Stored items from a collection
------------------------
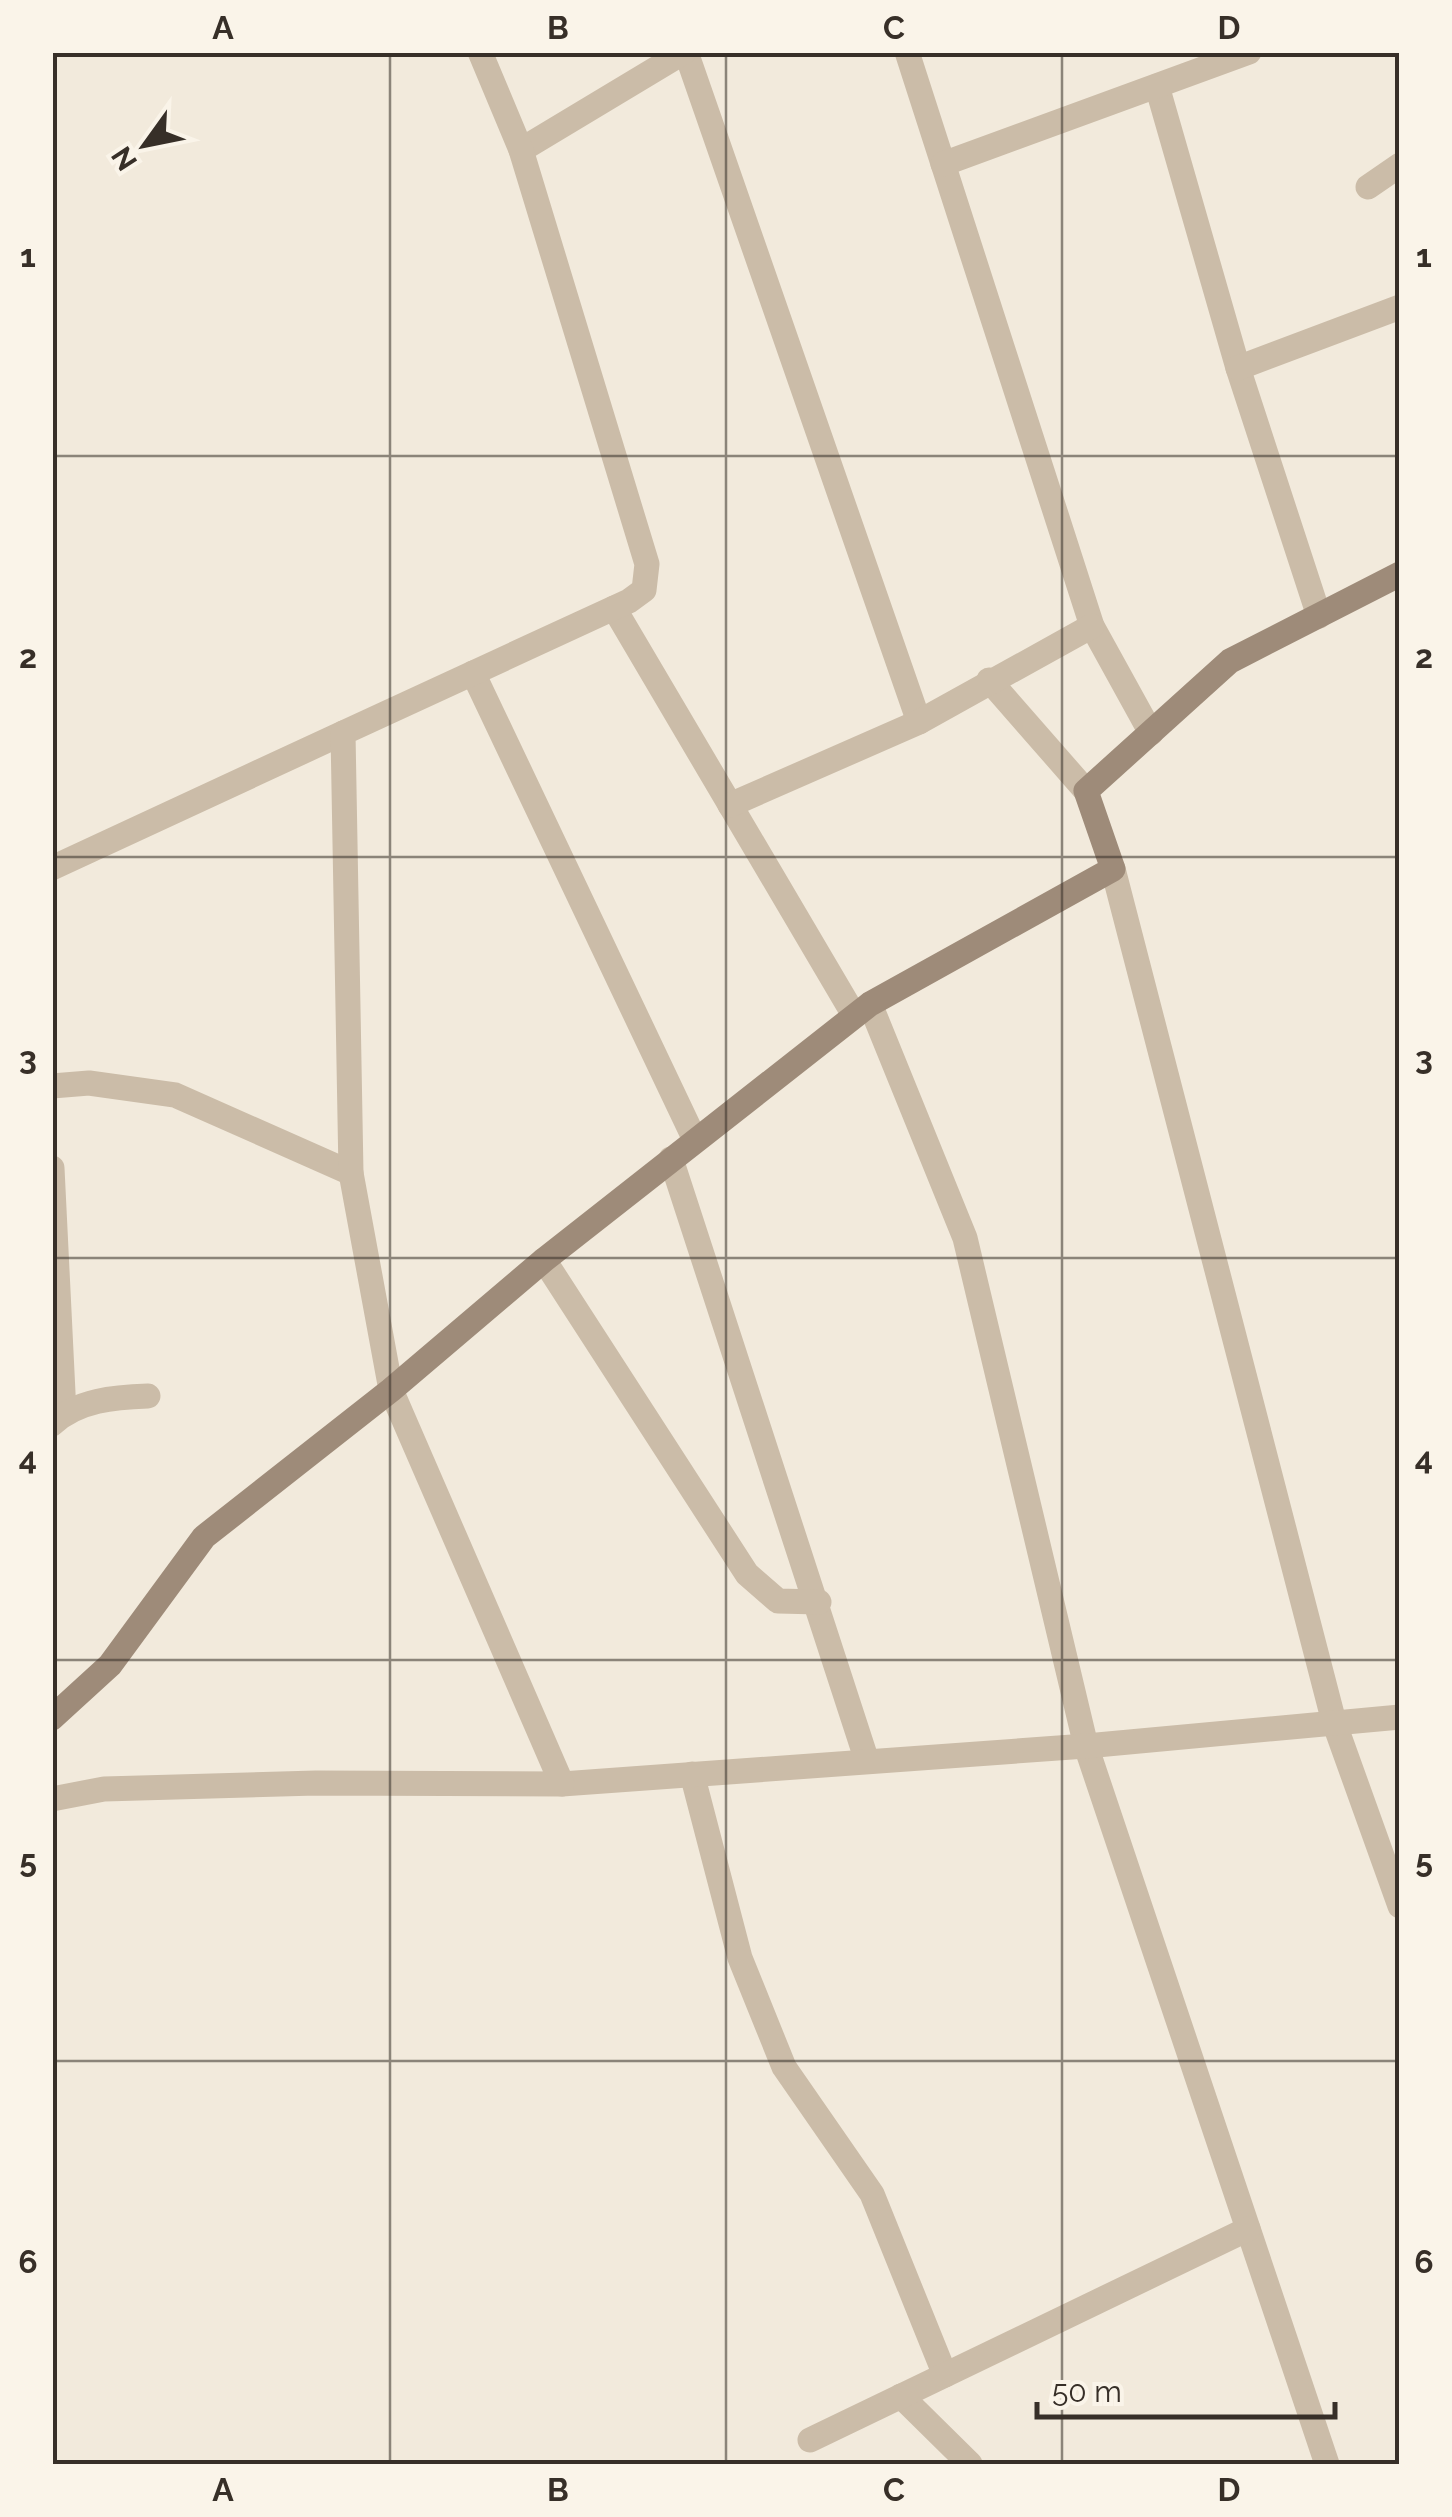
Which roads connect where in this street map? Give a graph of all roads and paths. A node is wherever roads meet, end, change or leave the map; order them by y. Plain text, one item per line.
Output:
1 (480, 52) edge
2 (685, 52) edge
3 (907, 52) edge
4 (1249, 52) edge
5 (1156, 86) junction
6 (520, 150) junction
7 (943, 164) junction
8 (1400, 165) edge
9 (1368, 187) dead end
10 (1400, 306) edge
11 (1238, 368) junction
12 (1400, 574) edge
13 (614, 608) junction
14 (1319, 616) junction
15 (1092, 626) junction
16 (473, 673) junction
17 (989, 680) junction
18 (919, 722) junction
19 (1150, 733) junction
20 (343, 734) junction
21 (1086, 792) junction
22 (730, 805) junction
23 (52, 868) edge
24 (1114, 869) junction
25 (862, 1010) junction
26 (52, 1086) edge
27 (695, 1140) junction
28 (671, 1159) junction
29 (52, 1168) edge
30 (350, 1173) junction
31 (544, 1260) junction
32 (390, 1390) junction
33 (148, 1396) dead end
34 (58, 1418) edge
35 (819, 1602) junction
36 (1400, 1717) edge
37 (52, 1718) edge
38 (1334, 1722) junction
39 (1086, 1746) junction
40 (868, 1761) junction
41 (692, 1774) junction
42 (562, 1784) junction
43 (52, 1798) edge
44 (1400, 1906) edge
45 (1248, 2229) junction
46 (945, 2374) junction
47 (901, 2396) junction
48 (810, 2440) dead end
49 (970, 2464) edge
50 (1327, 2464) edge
------------------------
● **TASK DIRECTIONS**: All entries are to be retyped exactly. Omit any embedded images.

● **TASK OUTPUT**:
Which roads connect where in this street map? Give a graph of all roads and paths. A node is wherever roads meet, end, change or leave the map; order them by y. Plain text, one item per line.
Output:
1 (480, 52) edge
2 (685, 52) edge
3 (907, 52) edge
4 (1249, 52) edge
5 (1156, 86) junction
6 (520, 150) junction
7 (943, 164) junction
8 (1400, 165) edge
9 (1368, 187) dead end
10 (1400, 306) edge
11 (1238, 368) junction
12 (1400, 574) edge
13 (614, 608) junction
14 (1319, 616) junction
15 (1092, 626) junction
16 (473, 673) junction
17 (989, 680) junction
18 (919, 722) junction
19 (1150, 733) junction
20 (343, 734) junction
21 (1086, 792) junction
22 (730, 805) junction
23 (52, 868) edge
24 (1114, 869) junction
25 (862, 1010) junction
26 (52, 1086) edge
27 (695, 1140) junction
28 (671, 1159) junction
29 (52, 1168) edge
30 (350, 1173) junction
31 (544, 1260) junction
32 (390, 1390) junction
33 (148, 1396) dead end
34 (58, 1418) edge
35 (819, 1602) junction
36 (1400, 1717) edge
37 (52, 1718) edge
38 (1334, 1722) junction
39 (1086, 1746) junction
40 (868, 1761) junction
41 (692, 1774) junction
42 (562, 1784) junction
43 (52, 1798) edge
44 (1400, 1906) edge
45 (1248, 2229) junction
46 (945, 2374) junction
47 (901, 2396) junction
48 (810, 2440) dead end
49 (970, 2464) edge
50 (1327, 2464) edge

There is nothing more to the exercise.